The voltage drop of the line depends on active power and reactive power transmitted by the line, if the voltage level of the line is higher, the line is sensitive, and the reactive power has larger influence on the voltage drop; otherwise, the circuit is resistive, and the active power has a large influence on the voltage drop. The influence brought by reactive power regulation is that the apparent power is increased due to the increase of the reactive absolute value, and further the line loss is increased; the influence brought by active power is reduced, namely the reduction of the photovoltaic power generation power. From the economic benefit viewpoint, the reactive power for adjusting the equal capacity is more economical than the active power for adjusting the equal capacity.
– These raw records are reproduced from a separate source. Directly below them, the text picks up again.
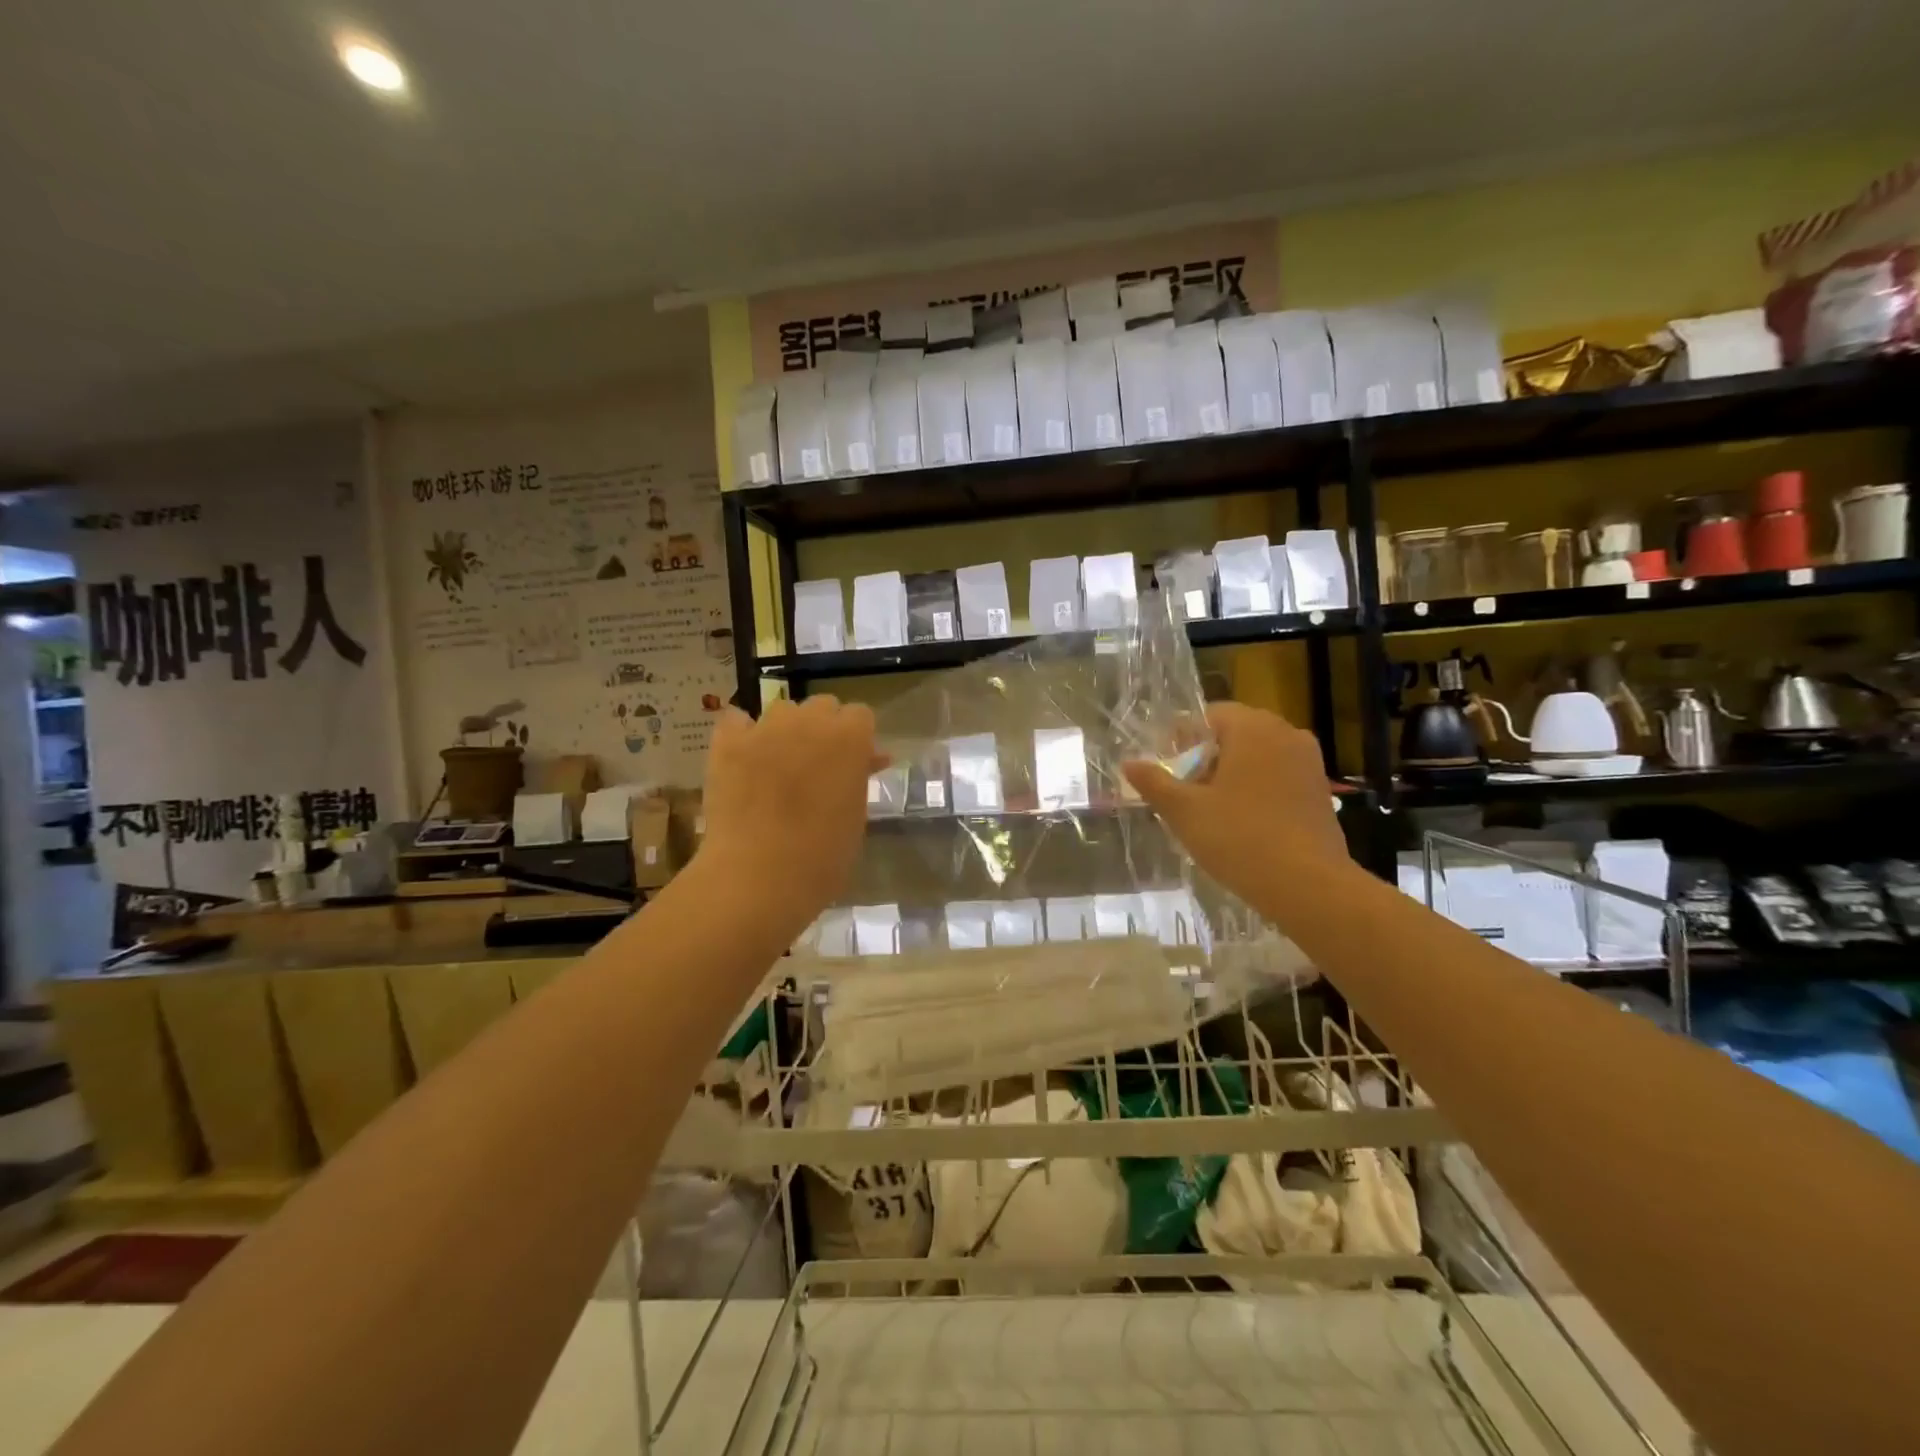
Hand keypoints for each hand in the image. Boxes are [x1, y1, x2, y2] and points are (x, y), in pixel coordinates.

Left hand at [699, 696, 884, 940]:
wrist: (757, 879)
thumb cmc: (821, 859)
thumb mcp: (855, 817)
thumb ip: (859, 779)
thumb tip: (868, 760)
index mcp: (850, 740)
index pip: (860, 715)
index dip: (857, 739)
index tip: (852, 763)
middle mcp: (809, 722)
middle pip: (822, 706)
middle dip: (823, 728)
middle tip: (818, 765)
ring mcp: (765, 729)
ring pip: (781, 711)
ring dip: (786, 730)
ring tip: (778, 763)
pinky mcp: (728, 743)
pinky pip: (736, 721)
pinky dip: (742, 734)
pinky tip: (743, 758)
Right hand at [1122, 702, 1348, 910]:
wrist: (1308, 886)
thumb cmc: (1239, 838)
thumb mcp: (1184, 811)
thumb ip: (1154, 782)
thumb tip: (1128, 763)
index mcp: (1252, 728)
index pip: (1210, 715)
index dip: (1183, 738)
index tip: (1168, 768)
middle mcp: (1286, 734)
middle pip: (1236, 734)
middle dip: (1207, 757)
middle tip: (1185, 791)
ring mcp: (1309, 763)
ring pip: (1259, 756)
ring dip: (1233, 774)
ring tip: (1211, 810)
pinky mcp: (1320, 792)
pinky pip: (1279, 777)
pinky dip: (1258, 790)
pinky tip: (1243, 824)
However, the line resistance reactance proportions corresponding to different photovoltaic access voltage classes are different, and in order to adapt to different access voltage classes and reduce the economic loss generated by voltage regulation, a voltage regulation strategy based on reactive power regulation and a voltage regulation strategy based on power factor regulation are not applicable any more.
Disclosure of Invention
Aiming at the defects in the prior art, the invention aims to provide a method for regulating the voltage of a photovoltaic grid-connected point by regions, which can adapt to different access voltage grades and reduce the economic loss generated by voltage regulation.
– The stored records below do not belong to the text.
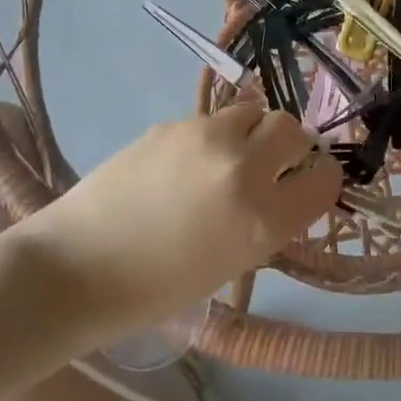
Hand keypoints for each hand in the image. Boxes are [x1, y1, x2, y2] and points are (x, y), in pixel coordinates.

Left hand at [19, 104, 340, 337]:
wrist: (76, 267)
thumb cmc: (154, 289)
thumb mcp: (229, 265)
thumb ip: (265, 222)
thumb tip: (282, 190)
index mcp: (264, 220)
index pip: (324, 179)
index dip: (320, 180)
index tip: (309, 184)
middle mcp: (244, 169)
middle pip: (292, 128)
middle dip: (289, 144)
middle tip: (272, 163)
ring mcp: (206, 137)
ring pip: (251, 111)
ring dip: (250, 131)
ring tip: (226, 157)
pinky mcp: (173, 122)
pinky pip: (211, 118)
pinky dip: (211, 135)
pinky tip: (183, 163)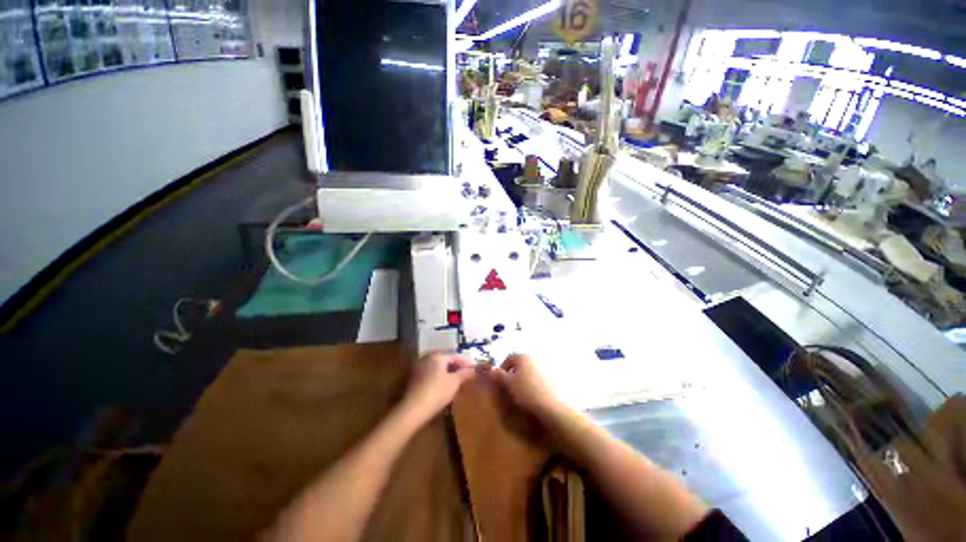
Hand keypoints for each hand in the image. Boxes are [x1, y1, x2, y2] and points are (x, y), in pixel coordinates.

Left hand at [402, 351, 474, 423]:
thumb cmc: (437, 392)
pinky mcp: (413, 378)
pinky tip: (442, 385)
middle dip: (455, 366)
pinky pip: (429, 373)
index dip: (465, 363)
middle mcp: (427, 357)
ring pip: (436, 366)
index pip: (455, 356)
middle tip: (465, 374)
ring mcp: (418, 367)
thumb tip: (474, 369)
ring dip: (446, 371)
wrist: (413, 409)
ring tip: (455, 380)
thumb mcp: (455, 382)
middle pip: (445, 360)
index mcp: (438, 356)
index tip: (474, 369)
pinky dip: (437, 376)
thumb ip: (464, 374)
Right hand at [490, 354, 566, 422]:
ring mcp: (546, 367)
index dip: (502, 368)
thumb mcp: (509, 384)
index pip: (509, 358)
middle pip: (521, 363)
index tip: (499, 380)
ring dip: (525, 378)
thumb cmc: (528, 392)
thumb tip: (491, 369)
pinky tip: (535, 395)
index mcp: (523, 356)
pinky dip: (535, 383)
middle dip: (514, 373)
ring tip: (522, 393)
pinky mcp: (555, 377)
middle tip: (510, 387)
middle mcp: (535, 358)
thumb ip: (499, 376)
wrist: (554, 406)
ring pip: (531, 370)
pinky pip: (540, 377)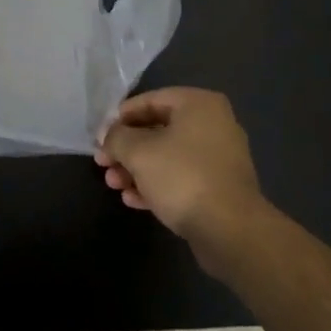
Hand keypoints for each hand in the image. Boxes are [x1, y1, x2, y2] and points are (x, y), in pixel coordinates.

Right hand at [97, 88, 267, 265]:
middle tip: (103, 163)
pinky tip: (133, 200)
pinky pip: (181, 178)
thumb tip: (108, 136)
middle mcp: (213, 125)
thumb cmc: (182, 177)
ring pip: (168, 156)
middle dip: (127, 148)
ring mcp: (218, 158)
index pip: (151, 100)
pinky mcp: (219, 188)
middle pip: (158, 129)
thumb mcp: (138, 152)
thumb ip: (117, 137)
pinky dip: (156, 185)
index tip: (100, 136)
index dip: (120, 117)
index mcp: (199, 105)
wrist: (230, 230)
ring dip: (137, 169)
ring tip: (114, 185)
In order to achieve the purpose, the invention is realized by the following technical scheme: a method for adjusting the voltage of a photovoltaic grid-connected point by regions comprises the following steps:
(1) setting a voltage constant value;
(2) dividing the region according to the voltage fixed value;
(3) judging the area where the photovoltaic grid connection point voltage is located;
(4) and (4) regulating the voltage of the photovoltaic grid-connected point by regions according to the result of the step (3).
Further, the voltage setting value set in step (1) includes: voltage upper limit adjusting threshold UhdbThreshold U for adjusting upper limit of locking voltagehlmtThreshold U for adjusting lower voltage limitldbThreshold U for adjusting lower limit of locking voltagellmtVoltage regulation return threshold Uth(ii) a The following magnitude relation is satisfied between the voltage fixed values: u shapellmt<Uldb<Uldb+Uth<Uhdb-Uth<Uhdb<Uhlmt。
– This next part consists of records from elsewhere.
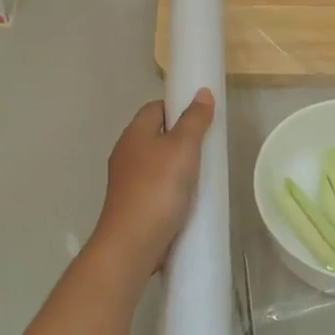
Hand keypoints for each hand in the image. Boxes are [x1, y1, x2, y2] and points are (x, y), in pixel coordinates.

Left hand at [90, 90, 214, 278]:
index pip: (155, 107)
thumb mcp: (183, 148)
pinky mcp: (132, 204)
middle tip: (208, 147)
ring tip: (203, 174)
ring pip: (156, 163)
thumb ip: (194, 120)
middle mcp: (126, 153)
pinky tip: (188, 199)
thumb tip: (201, 92)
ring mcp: (127, 181)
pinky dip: (171, 188)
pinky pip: (155, 186)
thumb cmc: (158, 188)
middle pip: (155, 135)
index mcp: (134, 134)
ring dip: (177, 165)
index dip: (178, 107)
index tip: (202, 118)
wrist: (133, 242)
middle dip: (180, 138)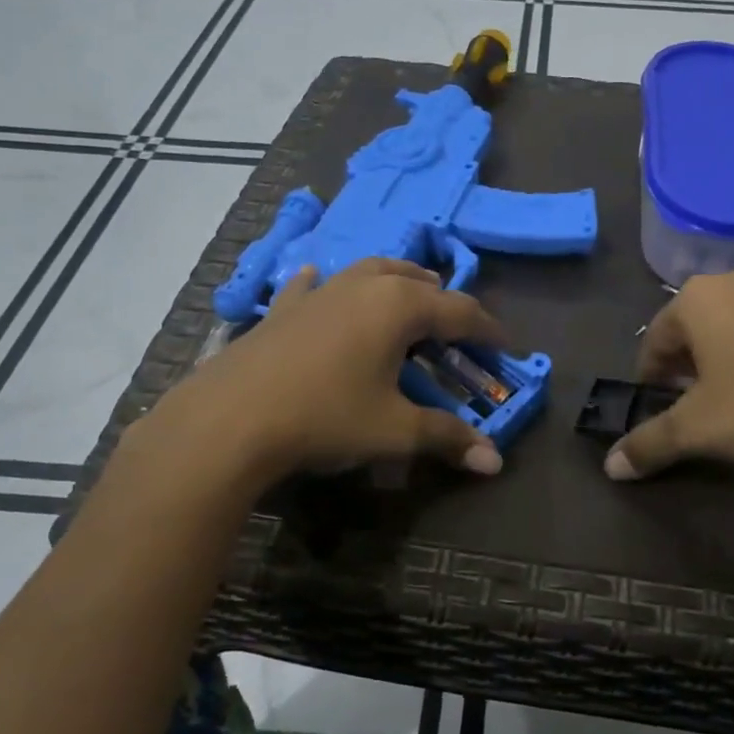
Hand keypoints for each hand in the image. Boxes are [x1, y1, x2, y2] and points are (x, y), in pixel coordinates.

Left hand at [135, 258, 508, 492]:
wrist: (230, 419)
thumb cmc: (325, 417)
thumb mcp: (394, 431)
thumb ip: (448, 438)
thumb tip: (496, 462)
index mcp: (400, 307)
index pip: (461, 311)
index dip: (488, 331)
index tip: (504, 348)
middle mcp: (365, 285)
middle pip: (419, 281)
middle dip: (445, 303)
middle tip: (457, 332)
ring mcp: (321, 291)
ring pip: (372, 271)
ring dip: (398, 283)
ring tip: (408, 301)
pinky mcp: (284, 307)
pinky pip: (314, 285)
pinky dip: (330, 285)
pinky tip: (320, 282)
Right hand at [607, 266, 733, 488]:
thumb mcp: (699, 429)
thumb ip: (650, 444)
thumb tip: (611, 468)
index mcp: (699, 298)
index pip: (655, 338)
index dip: (650, 378)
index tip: (658, 409)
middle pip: (695, 328)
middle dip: (687, 367)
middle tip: (694, 407)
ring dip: (725, 360)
Further, the area divided according to the voltage fixed value in the step (2) comprises: (0, U)llmt]、(Ullmt,Uldb]、(Uldb,Uldb+Uth]、(Uldb+Uth,Uhdb-Uth)、[Uhdb-Uth,Uhdb)、[Uhdb,Uhlmt)、[Uhlmt,+∞)。
Further, the specific method for adjusting the voltage of the photovoltaic grid-connected point in the area in the step (4) comprises the following steps:
(a) if the voltage of the current sampling point of the photovoltaic grid-connected point is in the region of (0, U)llmt]If so, the voltage of the current sampling point is not adjusted;
(b) if the voltage of the current sampling point of the photovoltaic grid-connected point is in the region (U)llmt,Uldb]And increasing the reactive power of the photovoltaic inverter and not adjusting the active power of the photovoltaic inverter so as to increase the voltage of the current sampling point, wherein the specific method comprises the following steps:
calculating the value of Q + delta Q;
if Q + delta Q is less than or equal to QmaxThen Q is sent to the photovoltaic invertercmdAn instruction of = Q + Δq;
③ if Q +. DELTA.Q>QmaxThen Q is sent to the photovoltaic invertercmd=QmaxThe instructions of (1);
wherein Q is the reactive output of the photovoltaic before reactive regulation, Delta Q is the step length for regulating the reactive output of the photovoltaic, and QmaxMaximum limit value for the reactive output of photovoltaic, QcmdAnd the photovoltaic reactive power is output after reactive power regulation.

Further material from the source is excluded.